--- Available data Enclosed Below ---
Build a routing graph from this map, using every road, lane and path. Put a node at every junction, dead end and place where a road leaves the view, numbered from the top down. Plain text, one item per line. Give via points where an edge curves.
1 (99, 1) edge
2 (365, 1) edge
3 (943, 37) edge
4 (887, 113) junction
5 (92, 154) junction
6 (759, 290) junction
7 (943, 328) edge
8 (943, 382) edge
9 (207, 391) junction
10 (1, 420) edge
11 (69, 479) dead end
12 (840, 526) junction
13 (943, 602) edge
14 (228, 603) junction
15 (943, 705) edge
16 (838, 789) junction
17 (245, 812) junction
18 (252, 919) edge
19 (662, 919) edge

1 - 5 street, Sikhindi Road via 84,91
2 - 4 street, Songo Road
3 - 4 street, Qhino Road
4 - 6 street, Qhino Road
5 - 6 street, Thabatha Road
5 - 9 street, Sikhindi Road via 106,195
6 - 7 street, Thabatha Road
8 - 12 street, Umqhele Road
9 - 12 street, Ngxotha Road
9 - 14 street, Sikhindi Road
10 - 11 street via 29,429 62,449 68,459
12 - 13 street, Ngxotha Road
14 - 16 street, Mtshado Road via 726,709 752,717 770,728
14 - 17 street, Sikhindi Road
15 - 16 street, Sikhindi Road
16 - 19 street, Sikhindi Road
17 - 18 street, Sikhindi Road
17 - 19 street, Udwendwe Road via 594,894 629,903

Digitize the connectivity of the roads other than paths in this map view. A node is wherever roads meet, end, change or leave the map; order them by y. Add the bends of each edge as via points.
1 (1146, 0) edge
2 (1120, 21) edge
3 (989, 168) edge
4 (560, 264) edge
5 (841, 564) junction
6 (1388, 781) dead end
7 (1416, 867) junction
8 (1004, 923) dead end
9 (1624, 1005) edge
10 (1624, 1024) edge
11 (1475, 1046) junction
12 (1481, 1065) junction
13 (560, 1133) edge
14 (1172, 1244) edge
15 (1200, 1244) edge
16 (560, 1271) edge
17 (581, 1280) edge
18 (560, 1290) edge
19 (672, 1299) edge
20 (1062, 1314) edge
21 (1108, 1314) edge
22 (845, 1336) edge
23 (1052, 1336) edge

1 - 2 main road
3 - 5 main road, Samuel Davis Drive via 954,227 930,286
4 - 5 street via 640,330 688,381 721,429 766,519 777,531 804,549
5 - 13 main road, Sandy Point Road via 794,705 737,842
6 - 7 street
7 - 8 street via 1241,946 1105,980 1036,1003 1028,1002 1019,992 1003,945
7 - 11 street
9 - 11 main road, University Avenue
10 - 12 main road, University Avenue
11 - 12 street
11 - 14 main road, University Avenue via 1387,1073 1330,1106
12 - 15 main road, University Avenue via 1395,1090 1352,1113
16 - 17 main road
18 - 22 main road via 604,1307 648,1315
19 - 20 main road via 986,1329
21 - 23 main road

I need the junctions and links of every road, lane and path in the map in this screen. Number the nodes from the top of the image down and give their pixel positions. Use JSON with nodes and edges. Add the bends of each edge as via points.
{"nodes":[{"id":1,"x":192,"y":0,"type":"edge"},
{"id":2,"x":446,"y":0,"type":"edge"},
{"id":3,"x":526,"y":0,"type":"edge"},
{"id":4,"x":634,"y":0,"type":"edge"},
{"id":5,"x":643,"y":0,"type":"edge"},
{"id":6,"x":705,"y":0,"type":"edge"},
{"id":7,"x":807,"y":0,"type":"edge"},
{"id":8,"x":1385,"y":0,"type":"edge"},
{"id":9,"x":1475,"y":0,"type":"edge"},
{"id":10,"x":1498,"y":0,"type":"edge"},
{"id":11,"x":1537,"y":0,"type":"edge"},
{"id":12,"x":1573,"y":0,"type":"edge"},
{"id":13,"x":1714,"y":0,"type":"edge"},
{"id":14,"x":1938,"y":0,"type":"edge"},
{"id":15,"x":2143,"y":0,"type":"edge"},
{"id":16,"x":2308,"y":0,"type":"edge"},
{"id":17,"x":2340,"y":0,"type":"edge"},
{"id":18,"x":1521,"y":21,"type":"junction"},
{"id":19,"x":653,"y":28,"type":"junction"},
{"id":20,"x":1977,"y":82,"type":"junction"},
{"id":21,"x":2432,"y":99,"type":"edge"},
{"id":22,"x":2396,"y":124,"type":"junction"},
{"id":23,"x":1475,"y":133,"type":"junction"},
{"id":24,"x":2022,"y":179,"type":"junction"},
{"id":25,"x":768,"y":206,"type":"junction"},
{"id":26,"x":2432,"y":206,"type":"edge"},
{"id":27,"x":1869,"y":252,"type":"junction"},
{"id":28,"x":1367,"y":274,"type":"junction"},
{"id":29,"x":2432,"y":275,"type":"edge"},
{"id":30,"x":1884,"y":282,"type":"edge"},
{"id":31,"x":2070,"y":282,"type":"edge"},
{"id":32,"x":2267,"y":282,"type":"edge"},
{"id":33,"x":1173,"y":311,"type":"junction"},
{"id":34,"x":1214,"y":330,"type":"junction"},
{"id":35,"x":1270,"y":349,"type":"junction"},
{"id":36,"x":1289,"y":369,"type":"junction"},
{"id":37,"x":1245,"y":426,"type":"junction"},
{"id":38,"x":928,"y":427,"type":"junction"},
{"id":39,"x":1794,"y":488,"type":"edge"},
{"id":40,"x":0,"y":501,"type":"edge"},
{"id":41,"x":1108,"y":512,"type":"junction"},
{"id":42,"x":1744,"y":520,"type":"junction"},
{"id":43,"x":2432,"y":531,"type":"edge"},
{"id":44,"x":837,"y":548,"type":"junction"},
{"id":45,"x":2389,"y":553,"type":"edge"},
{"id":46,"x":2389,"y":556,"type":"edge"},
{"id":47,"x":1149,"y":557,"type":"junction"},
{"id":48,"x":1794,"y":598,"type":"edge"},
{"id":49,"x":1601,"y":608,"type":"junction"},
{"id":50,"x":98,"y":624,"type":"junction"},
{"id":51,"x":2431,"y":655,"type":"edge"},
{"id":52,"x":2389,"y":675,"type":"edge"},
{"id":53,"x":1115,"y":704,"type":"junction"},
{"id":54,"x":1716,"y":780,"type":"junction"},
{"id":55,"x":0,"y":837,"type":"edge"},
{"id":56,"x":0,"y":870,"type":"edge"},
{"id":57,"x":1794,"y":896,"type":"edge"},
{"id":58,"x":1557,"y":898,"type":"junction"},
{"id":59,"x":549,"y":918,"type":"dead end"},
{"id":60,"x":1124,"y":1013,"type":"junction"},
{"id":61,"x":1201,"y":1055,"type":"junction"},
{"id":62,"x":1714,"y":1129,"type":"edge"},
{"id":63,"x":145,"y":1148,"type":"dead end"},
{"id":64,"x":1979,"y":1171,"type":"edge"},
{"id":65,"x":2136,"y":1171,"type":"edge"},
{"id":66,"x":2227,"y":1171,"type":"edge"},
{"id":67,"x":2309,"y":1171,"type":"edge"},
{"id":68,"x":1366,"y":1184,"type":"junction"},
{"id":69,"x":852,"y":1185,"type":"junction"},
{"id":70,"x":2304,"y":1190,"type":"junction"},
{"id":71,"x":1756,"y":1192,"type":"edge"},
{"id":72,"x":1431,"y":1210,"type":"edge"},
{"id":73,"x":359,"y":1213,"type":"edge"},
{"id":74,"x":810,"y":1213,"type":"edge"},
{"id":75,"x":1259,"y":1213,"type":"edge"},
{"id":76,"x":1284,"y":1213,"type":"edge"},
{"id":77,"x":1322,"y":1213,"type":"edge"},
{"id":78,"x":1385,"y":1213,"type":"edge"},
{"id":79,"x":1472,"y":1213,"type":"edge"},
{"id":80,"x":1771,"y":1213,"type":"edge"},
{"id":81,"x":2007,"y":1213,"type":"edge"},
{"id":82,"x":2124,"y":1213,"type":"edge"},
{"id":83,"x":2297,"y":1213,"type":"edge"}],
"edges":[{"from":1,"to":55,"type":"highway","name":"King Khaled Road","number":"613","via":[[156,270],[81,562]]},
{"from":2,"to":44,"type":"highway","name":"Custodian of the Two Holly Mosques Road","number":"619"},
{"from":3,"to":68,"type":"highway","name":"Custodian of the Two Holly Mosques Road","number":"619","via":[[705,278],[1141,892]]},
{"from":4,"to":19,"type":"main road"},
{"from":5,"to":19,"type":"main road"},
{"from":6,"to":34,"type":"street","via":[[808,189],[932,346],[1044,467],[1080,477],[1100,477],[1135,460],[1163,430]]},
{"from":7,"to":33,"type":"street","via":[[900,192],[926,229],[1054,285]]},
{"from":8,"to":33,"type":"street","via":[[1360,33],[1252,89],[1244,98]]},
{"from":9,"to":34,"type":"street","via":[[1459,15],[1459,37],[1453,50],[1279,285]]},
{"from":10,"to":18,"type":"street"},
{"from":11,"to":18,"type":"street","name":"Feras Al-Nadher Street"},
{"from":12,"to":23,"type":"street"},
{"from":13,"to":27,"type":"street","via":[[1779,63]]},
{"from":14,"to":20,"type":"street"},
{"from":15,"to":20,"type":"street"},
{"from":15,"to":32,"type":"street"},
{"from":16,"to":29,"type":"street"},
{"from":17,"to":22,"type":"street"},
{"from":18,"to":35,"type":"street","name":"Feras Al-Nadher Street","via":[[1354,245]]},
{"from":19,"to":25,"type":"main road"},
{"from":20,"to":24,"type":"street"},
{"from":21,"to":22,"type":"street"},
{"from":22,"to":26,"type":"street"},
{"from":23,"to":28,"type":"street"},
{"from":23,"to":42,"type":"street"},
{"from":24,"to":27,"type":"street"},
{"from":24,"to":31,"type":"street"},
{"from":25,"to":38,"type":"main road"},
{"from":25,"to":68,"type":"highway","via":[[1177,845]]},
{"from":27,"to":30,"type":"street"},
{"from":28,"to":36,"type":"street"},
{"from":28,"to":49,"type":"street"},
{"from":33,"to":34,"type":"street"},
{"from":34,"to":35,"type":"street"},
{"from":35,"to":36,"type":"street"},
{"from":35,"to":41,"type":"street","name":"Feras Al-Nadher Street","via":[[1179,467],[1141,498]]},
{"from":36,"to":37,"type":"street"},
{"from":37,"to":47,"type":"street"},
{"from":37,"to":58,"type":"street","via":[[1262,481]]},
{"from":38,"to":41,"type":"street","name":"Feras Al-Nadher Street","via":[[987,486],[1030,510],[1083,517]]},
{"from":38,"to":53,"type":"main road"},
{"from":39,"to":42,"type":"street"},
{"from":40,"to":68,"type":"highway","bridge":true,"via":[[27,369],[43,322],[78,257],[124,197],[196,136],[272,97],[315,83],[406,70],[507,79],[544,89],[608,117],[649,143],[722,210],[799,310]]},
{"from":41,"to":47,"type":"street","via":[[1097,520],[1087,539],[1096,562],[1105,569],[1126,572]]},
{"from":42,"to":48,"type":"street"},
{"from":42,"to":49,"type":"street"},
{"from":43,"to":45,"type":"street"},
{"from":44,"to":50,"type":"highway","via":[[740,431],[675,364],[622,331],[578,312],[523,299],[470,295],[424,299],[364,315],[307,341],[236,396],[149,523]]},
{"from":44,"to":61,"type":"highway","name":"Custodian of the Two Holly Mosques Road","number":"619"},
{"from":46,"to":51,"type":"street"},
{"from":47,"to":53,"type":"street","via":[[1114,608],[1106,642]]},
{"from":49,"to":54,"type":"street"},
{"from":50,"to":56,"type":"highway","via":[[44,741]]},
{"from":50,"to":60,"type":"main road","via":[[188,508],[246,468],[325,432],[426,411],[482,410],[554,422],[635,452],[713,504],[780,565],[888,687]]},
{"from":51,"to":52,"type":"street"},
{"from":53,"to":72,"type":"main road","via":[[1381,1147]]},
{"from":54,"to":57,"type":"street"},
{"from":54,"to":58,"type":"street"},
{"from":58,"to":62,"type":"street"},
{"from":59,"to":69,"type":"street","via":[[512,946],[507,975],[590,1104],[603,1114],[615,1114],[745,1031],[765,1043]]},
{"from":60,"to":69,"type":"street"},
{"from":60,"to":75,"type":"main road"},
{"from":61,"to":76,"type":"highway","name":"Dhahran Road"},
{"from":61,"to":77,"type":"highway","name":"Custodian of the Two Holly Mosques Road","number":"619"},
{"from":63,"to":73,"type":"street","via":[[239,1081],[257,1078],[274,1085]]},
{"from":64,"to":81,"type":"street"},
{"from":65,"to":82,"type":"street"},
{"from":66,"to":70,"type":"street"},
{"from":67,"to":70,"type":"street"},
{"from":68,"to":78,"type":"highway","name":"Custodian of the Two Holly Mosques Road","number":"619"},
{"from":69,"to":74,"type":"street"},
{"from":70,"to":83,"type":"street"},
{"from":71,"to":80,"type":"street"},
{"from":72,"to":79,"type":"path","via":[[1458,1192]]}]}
--- End of Enclosed Available data ---
Aim of the exercise
Whenever a line in the material above holds the string "Feras", copy that line in full.

Solution for this task
{"from":11,"to":18,"type":"street","name":"Feras Al-Nadher Street"},
{"from":18,"to":35,"type":"street","name":"Feras Al-Nadher Street","via":[[1354,245]]},
{"from":35,"to":41,"type":"street","name":"Feras Al-Nadher Street","via":[[1179,467],[1141,498]]},
{"from":38,"to":41,"type":"street","name":"Feras Al-Nadher Street","via":[[987,486],[1030,510],[1083,517]]},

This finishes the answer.